**Work to complete**
Copy out each line featuring the string "Give" from the entries beneath.

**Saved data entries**
= = = = = = =

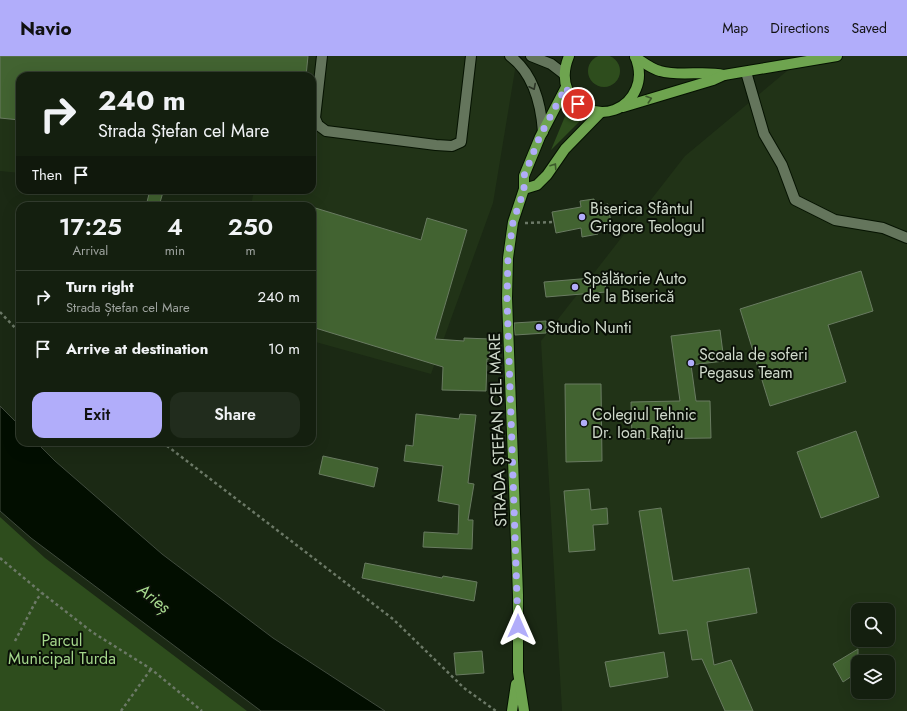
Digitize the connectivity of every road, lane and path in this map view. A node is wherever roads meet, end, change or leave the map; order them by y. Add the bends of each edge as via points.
1 (322, 56) edge
2 (471, 56) edge
3 (510, 56) edge
4 (531, 56) edge
5 (569, 56) edge
6 (837, 56) edge
7 (635, 57) edge
8 (746, 72) junction
9 (564, 74) junction
10 (724, 74) junction
11 (566, 87) junction
12 (316, 109) edge
13 (606, 112) junction
14 (316, 120) edge
15 (543, 132) junction
16 (524, 190) junction
17 (513, 222) junction
18 (554, 222) dead end
19 (907, 238) edge
20 (0, 312) edge
21 (16, 329) edge
22 (167, 446) edge
23 (0, 558) edge
24 (42, 593) junction
25 (15, 641) dead end
26 (151, 669) junction
27 (518, 672) junction
28 (121, 711) edge
29 (202, 711) edge
30 (496, 711) edge
31 (512, 711) edge
32 (524, 711) edge

1 - 12 lane
2 - 14 lane via 461,142 452,146 326,131
3 -> 15 lane via 524,71 536,92 542,114
4 - 9 lane via 551,64
5 - 9 main road
6 - 8 main road
7 - 10 main road via 658,71
7 - 13 main road via 639,65 639,83 633,95 623,106
8 - 10 main road
8 - 19 lane via 764,134 782,165 795,200 835,220 883,228
9 - 11 main road
13 -> 10 main road via 713,80
11 - 13 main road via 578,104 588,110
11 - 15 main road, STRADA ȘTEFAN CEL MARE
16 -> 13 main road via 537,185 565,149
15 - 16 main road, STRADA ȘTEFAN CEL MARE via 524,176
16 - 17 main road, STRADA ȘTEFAN CEL MARE
17 - 18 path
17 - 27 main road, STRADA ȘTEFAN CEL MARE via 508,258 507,298 518,595
20 - 21 path
22 - 30 path via 393,619 464,688
23 - 24 path
24 - 25 path
24 - 26 path via 92,632
26 - 28 path
26 - 29 path
27 - 31 main road, STRADA ȘTEFAN CEL MARE
27 - 32 main road, STRADA ȘTEFAN CEL MARE

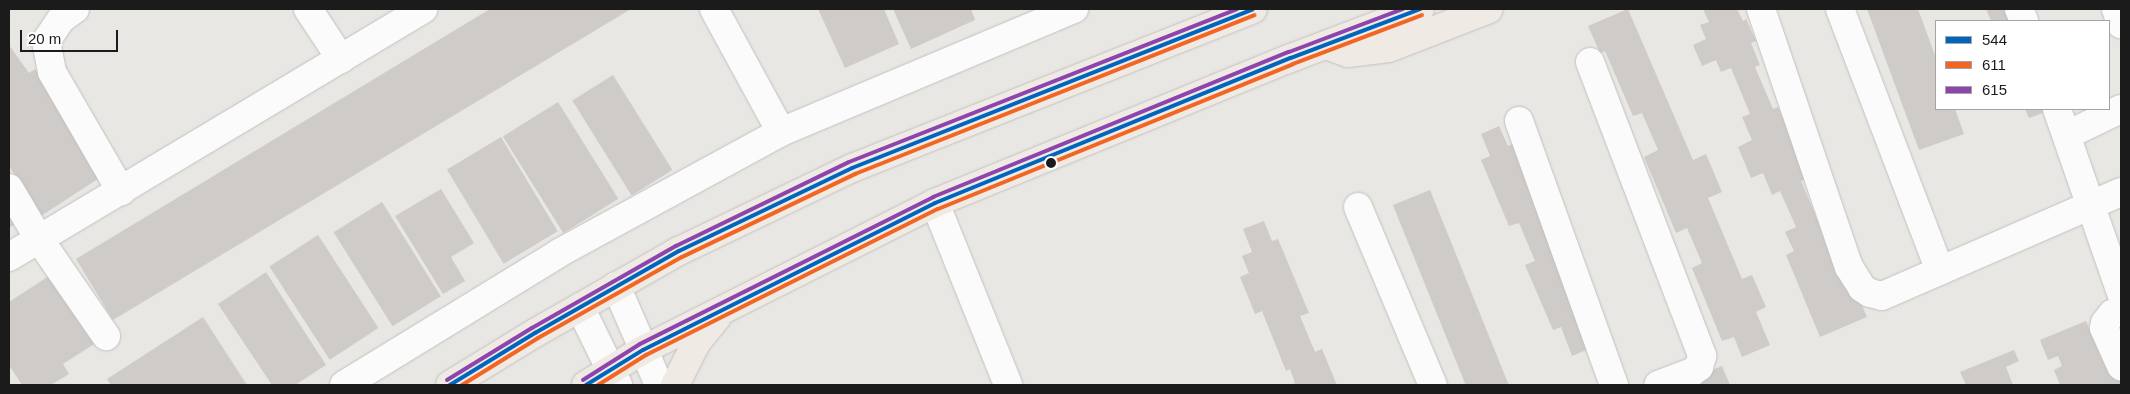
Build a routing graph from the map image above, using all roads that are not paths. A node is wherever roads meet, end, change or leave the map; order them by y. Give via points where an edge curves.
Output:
1 (75, 9) edge
2 (308, 9) edge
3 (424, 9) edge
4 (714, 9) edge
5 (1074, 9) edge
6 (1253, 9) edge
7 (1420, 9) edge
8 (1489, 9) edge
9 (1761, 9) edge
10 (1840, 9) edge
11 (2116, 9) edge
12 (2121, 24) edge
13 (1326, 45) junction
14 (341, 59) junction
15 (1590, 62) dead end
16 (2121, 109) edge
17 (2057, 110) edge
18 (1518, 121) dead end
19 (781, 132) junction
20 (2067, 135) junction
21 (9, 188) edge
22 (121, 191) junction
23 (2121, 192) edge
24 (935, 203) junction
25 (2091, 204) junction
26 (1358, 207) dead end
27 (39, 239) junction
28 (9, 257) edge
29 (1940, 272) junction
30 (616, 286) junction
31 (2121, 293) edge
32 (580, 307) junction
33 (723, 310) junction
34 (2121, 311) edge
35 (106, 336) dead end
36 (643, 350) junction
37 (2121, 366) edge
38 (614, 377) edge
39 (344, 385) edge
40 (450, 385) edge
41 (586, 385) edge
42 (659, 385) edge
43 (675, 385) edge
44 (1008, 385) edge
45 (1433, 385) edge
46 (1614, 385) edge
47 (1658, 385) edge

1 - 22 street via 61,18 46,41 52,72
2 - 14 street
3 - 14 street
4 - 19 street
5 - 19 street
6 - 30 main road via 852,168 679,250
7 - 13 main road
8 - 13 main road via 1389,48 1348,53
9 - 29 street via 1856,280 1862,288 1882,296
10 - 29 street
11 - 12 street
13 - 24 main road
14 - 22 street
15 - 47 street via 1702,356 1692,372
16 - 20 street
17 - 20 street
18 - 46 street
19 - 39 street via 559,253
20 - 25 street
21 - 27 street
22 - 27 street
23 - 25 street
24 - 33 main road
24 - 44 street
25 - 29 street
25 - 31 street
26 - 45 street
27 - 28 street
27 - 35 street
30 - 32 main road
30 - 36 street
32 - 38 street
32 - 40 main road
33 - 36 main road
33 - 43 main road via 696,343
34 - 37 street via 2112,314 2104,323
36 - 38 main road
36 - 42 street
38 - 41 main road

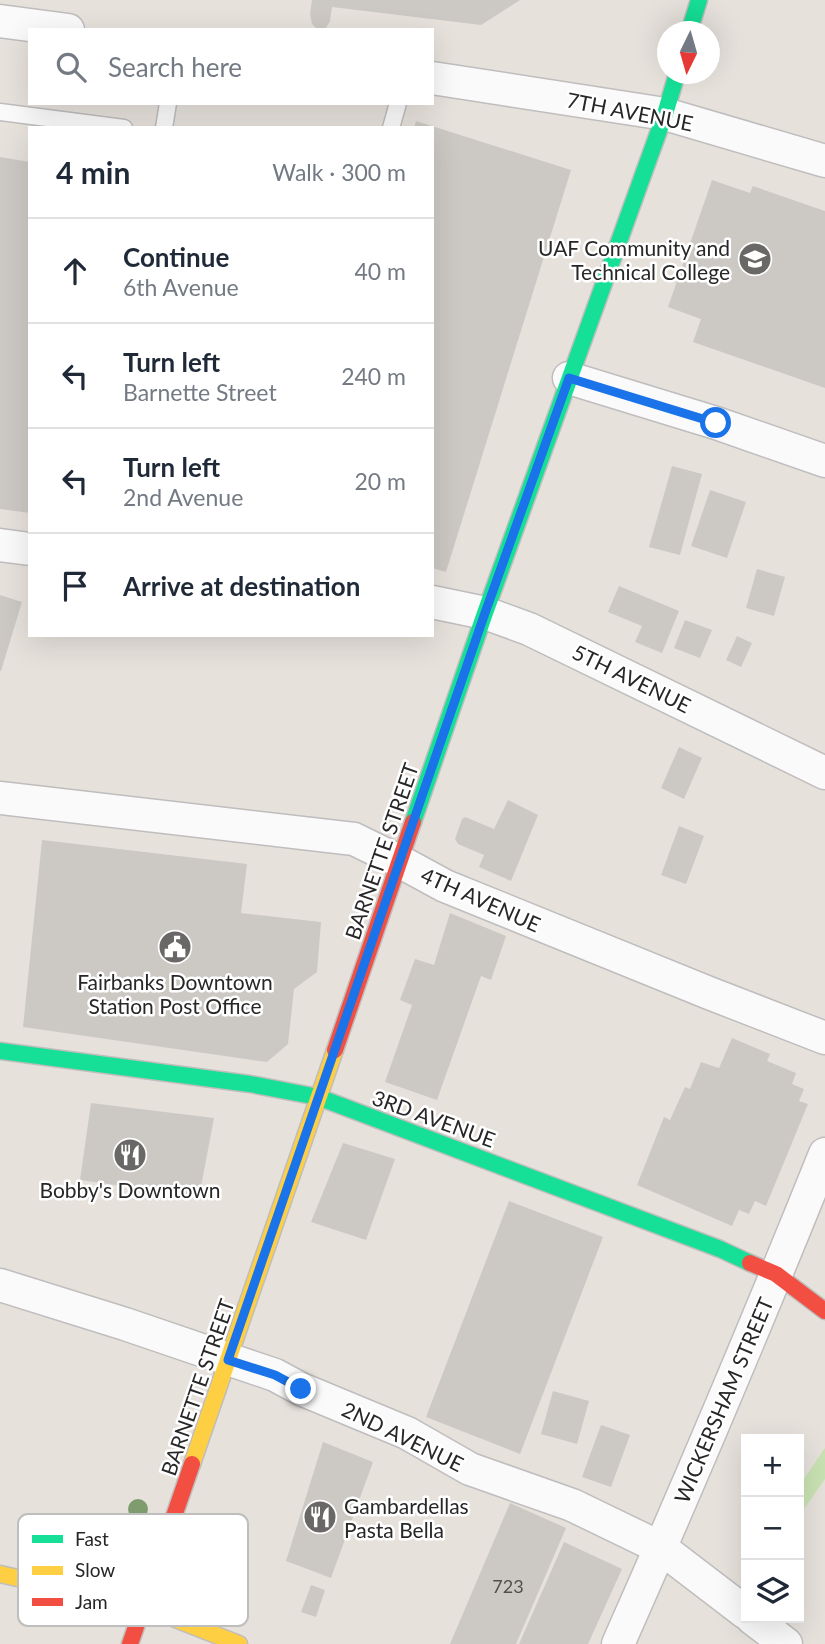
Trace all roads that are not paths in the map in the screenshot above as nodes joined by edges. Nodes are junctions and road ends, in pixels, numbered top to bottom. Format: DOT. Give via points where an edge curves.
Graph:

= = = = = = =

**Solution to the problem**
Build a routing graph from the map image above, using all roads that are not paths. A node is wherever roads meet, end, change or leave the map; order them by y. Give via points where an edge curves.
Trace all roads that are not paths in the map in the screenshot above as nodes joined by edges. Nodes are junctions and road ends, in pixels, numbered top to bottom. Format: DOT. Give via points where an edge curves.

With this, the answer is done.